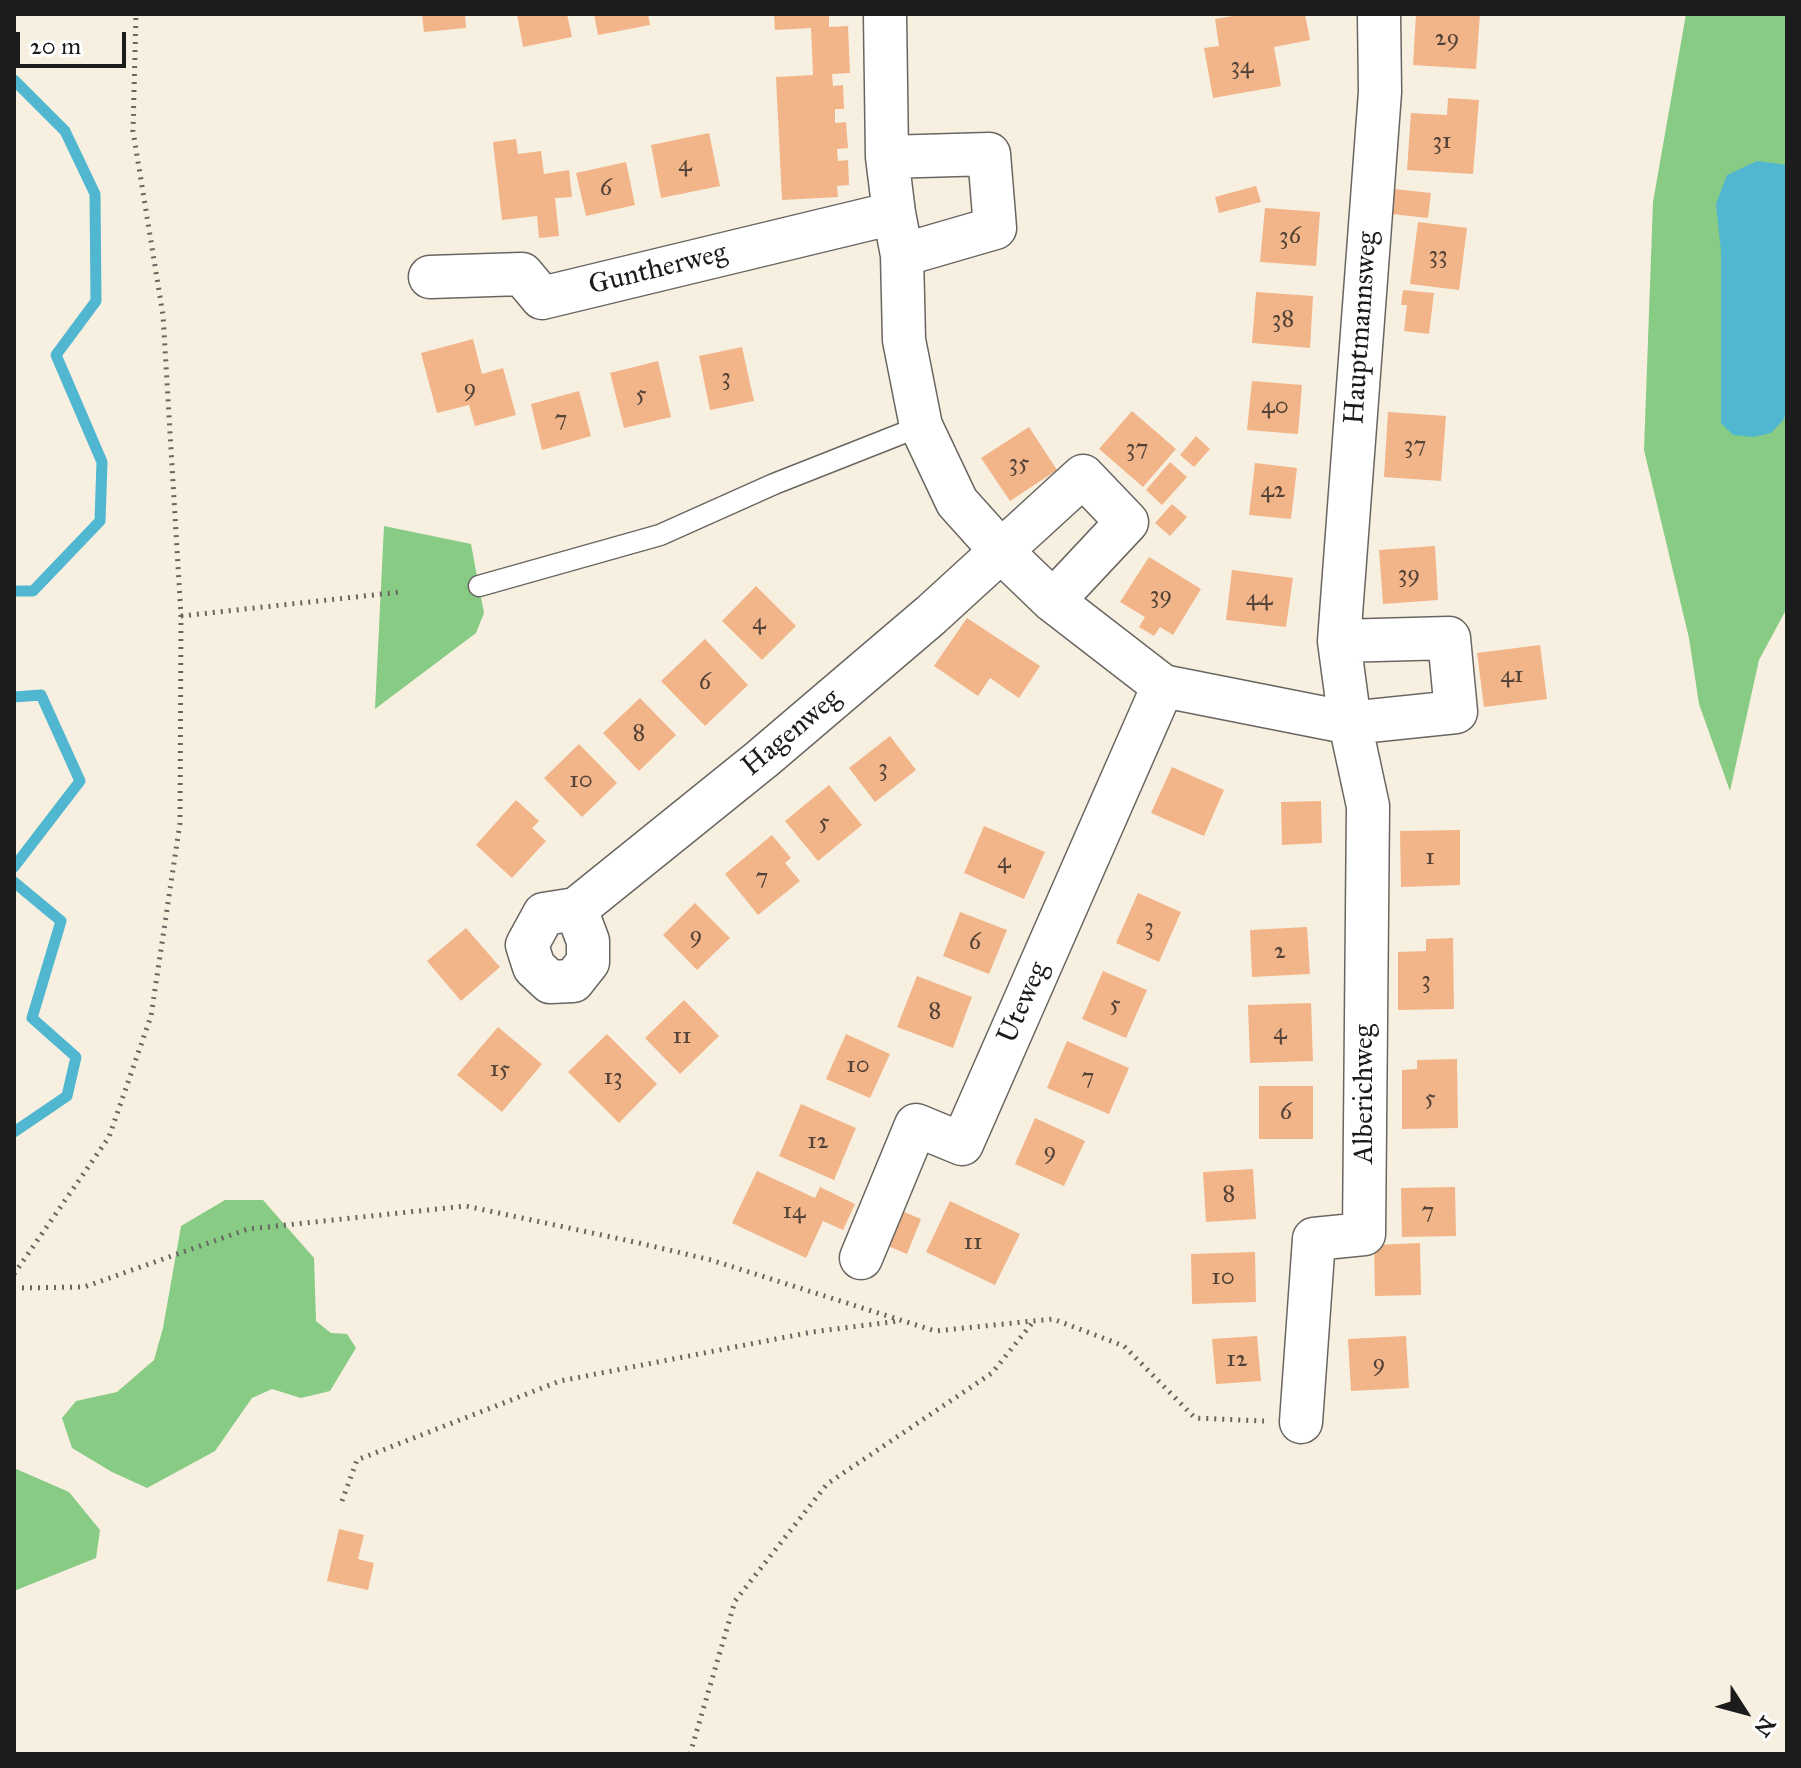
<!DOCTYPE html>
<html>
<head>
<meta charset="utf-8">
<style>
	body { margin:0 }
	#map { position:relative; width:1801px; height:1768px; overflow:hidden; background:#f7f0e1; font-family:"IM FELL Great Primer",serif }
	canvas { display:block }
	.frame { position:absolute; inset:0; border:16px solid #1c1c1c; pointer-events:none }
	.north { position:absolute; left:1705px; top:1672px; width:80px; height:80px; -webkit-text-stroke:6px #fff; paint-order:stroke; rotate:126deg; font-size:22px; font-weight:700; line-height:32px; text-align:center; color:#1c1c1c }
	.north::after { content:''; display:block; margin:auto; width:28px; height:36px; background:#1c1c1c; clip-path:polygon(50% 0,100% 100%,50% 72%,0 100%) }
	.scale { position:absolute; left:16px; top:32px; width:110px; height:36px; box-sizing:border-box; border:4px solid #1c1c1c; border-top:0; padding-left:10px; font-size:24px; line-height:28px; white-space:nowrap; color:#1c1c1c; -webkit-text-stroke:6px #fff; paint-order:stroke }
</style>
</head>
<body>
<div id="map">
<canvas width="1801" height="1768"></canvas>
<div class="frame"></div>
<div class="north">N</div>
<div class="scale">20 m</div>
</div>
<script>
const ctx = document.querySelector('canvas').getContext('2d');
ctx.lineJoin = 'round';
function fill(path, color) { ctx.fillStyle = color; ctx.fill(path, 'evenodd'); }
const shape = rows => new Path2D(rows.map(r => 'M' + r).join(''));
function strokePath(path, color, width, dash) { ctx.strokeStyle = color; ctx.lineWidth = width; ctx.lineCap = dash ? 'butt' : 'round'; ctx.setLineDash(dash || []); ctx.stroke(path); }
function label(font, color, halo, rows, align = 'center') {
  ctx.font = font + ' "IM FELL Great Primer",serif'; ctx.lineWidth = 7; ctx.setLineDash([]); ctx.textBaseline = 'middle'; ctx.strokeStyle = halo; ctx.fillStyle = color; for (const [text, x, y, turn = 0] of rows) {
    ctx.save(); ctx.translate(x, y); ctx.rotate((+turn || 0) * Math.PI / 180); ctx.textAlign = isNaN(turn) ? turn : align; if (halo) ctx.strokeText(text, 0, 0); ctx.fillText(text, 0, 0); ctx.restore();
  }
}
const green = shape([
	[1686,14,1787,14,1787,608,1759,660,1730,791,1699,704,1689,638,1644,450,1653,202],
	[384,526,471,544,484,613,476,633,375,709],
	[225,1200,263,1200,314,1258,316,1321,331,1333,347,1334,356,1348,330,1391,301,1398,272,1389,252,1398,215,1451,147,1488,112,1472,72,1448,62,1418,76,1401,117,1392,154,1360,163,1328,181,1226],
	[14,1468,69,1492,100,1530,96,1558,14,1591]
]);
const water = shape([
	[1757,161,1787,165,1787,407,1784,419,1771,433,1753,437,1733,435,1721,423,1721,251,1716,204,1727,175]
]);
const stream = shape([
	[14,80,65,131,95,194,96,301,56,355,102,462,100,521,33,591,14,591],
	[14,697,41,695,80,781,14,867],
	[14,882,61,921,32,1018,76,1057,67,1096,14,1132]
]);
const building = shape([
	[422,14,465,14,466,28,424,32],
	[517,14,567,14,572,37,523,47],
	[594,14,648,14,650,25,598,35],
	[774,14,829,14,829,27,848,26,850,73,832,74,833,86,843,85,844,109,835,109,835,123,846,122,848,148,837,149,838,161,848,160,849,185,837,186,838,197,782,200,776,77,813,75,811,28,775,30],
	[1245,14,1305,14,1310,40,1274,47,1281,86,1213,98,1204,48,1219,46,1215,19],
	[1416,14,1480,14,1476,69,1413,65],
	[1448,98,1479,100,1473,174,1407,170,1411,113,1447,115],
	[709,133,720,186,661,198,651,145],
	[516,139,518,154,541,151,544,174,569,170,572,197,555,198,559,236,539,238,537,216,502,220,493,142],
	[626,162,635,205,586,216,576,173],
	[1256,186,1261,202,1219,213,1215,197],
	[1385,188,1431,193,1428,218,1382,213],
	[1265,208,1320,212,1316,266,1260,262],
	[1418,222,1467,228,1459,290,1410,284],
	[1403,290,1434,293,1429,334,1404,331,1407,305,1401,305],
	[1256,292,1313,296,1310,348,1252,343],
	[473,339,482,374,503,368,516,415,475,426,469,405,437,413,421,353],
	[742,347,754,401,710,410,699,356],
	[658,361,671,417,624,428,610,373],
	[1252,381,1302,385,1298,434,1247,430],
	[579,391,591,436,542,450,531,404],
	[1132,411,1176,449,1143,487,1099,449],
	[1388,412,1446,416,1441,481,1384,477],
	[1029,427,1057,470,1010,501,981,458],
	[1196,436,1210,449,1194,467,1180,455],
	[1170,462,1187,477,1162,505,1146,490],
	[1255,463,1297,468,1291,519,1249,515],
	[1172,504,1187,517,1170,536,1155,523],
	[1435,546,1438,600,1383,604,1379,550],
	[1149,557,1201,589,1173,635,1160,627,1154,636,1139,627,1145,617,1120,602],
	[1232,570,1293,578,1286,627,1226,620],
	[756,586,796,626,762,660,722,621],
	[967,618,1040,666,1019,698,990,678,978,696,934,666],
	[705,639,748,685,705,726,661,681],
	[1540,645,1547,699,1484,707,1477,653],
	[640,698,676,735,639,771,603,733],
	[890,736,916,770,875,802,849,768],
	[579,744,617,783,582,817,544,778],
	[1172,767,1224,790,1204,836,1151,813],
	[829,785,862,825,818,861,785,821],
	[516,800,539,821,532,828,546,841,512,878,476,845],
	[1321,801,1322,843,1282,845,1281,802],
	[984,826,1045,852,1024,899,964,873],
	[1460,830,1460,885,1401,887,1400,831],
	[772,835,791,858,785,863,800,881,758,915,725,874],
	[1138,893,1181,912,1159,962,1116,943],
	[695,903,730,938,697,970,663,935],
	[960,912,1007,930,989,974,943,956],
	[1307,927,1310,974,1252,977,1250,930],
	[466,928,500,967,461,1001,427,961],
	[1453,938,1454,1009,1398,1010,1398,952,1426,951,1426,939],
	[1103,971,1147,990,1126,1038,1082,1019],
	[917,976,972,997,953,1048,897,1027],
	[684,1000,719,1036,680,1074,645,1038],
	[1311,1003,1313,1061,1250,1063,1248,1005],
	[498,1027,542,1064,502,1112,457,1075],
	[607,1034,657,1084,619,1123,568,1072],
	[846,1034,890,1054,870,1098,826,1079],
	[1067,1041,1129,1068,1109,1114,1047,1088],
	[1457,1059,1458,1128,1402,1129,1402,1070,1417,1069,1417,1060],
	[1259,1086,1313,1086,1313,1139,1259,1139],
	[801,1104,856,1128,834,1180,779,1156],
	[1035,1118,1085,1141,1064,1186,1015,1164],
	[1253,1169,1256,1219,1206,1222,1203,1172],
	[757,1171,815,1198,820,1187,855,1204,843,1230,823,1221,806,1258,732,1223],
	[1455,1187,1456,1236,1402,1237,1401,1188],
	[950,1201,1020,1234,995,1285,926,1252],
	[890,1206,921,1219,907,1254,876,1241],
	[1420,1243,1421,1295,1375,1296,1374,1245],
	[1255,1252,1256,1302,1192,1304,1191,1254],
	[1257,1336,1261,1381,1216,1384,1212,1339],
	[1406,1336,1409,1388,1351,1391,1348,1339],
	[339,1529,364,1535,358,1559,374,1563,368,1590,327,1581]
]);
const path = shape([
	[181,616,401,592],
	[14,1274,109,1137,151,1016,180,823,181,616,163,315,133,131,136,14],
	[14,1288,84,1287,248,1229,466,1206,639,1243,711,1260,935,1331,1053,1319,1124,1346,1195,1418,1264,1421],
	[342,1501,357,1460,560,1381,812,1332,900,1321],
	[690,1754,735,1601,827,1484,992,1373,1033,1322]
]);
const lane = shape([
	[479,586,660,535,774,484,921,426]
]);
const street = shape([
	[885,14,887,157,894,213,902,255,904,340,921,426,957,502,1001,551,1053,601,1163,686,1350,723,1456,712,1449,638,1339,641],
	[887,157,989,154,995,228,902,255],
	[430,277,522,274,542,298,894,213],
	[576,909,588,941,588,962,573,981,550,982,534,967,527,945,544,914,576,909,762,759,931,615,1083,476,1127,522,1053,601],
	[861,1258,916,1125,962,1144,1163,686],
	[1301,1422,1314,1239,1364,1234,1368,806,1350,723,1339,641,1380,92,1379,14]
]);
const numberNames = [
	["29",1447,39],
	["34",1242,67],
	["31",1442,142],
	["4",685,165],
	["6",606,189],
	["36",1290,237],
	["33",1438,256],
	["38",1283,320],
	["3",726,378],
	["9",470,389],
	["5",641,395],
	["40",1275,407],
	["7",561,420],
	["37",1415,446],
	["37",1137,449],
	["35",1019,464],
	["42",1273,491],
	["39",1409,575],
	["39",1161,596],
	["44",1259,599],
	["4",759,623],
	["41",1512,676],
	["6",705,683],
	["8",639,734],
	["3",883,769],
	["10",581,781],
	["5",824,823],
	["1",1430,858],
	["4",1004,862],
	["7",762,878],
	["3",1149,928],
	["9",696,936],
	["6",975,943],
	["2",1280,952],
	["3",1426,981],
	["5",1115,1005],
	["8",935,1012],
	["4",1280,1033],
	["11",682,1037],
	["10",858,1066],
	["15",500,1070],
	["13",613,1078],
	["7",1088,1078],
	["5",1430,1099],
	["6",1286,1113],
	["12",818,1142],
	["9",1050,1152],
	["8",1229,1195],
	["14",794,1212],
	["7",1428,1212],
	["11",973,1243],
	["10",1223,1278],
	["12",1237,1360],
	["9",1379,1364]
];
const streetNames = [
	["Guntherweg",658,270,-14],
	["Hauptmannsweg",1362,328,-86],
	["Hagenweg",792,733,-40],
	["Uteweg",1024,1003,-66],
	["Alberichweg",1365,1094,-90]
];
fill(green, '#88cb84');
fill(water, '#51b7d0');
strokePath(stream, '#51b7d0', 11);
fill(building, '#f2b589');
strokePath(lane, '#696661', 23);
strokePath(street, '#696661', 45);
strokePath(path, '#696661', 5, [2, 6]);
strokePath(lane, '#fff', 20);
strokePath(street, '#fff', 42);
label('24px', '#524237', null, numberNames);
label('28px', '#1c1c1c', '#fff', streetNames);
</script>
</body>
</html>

*WHAT YOU ARE ASKED TO DO*
Return only the stretch of the material above from the line holding "const ctx = document.querySelector('canvas').getContext('2d');" through the line holding "[14,1468,69,1492,100,1530,96,1558,14,1591]", copied exactly.

*REPLY*
const ctx = document.querySelector('canvas').getContext('2d');
ctx.lineJoin = 'round';
function fill(path, color) { ctx.fillStyle = color; ctx.fill(path, 'evenodd'); }
const shape = rows => new Path2D(rows.map(r => 'M' + r).join(''));
function strokePath(path, color, width, dash) { ctx.strokeStyle = color; ctx.lineWidth = width; ctx.lineCap = dash ? 'butt' : 'round'; ctx.setLineDash(dash || []); ctx.stroke(path); }
function label(font, color, halo, rows, align = 'center') {
  ctx.font = font + ' "IM FELL Great Primer",serif'; ctx.lineWidth = 7; ctx.setLineDash([]); ctx.textBaseline = 'middle'; ctx.strokeStyle = halo; ctx.fillStyle = color; for (const [text, x, y, turn = 0] of rows) {
    ctx.save(); ctx.translate(x, y); ctx.rotate((+turn || 0) * Math.PI / 180); ctx.textAlign = isNaN(turn) ? turn : align; if (halo) ctx.strokeText(text, 0, 0); ctx.fillText(text, 0, 0); ctx.restore();
  }
}
const green = shape([
	[1686,14,1787,14,1787,608,1759,660,1730,791,1699,704,1689,638,1644,450,1653,202],
	[384,526,471,544,484,613,476,633,375,709],
	[225,1200,263,1200,314,1258,316,1321,331,1333,347,1334,356,1348,330,1391,301,1398,272,1389,252,1398,215,1451,147,1488,112,1472,72,1448,62,1418,76,1401,117,1392,154,1360,163,1328,181,1226],
	[14,1468,69,1492,100,1530,96,1558,14,1591]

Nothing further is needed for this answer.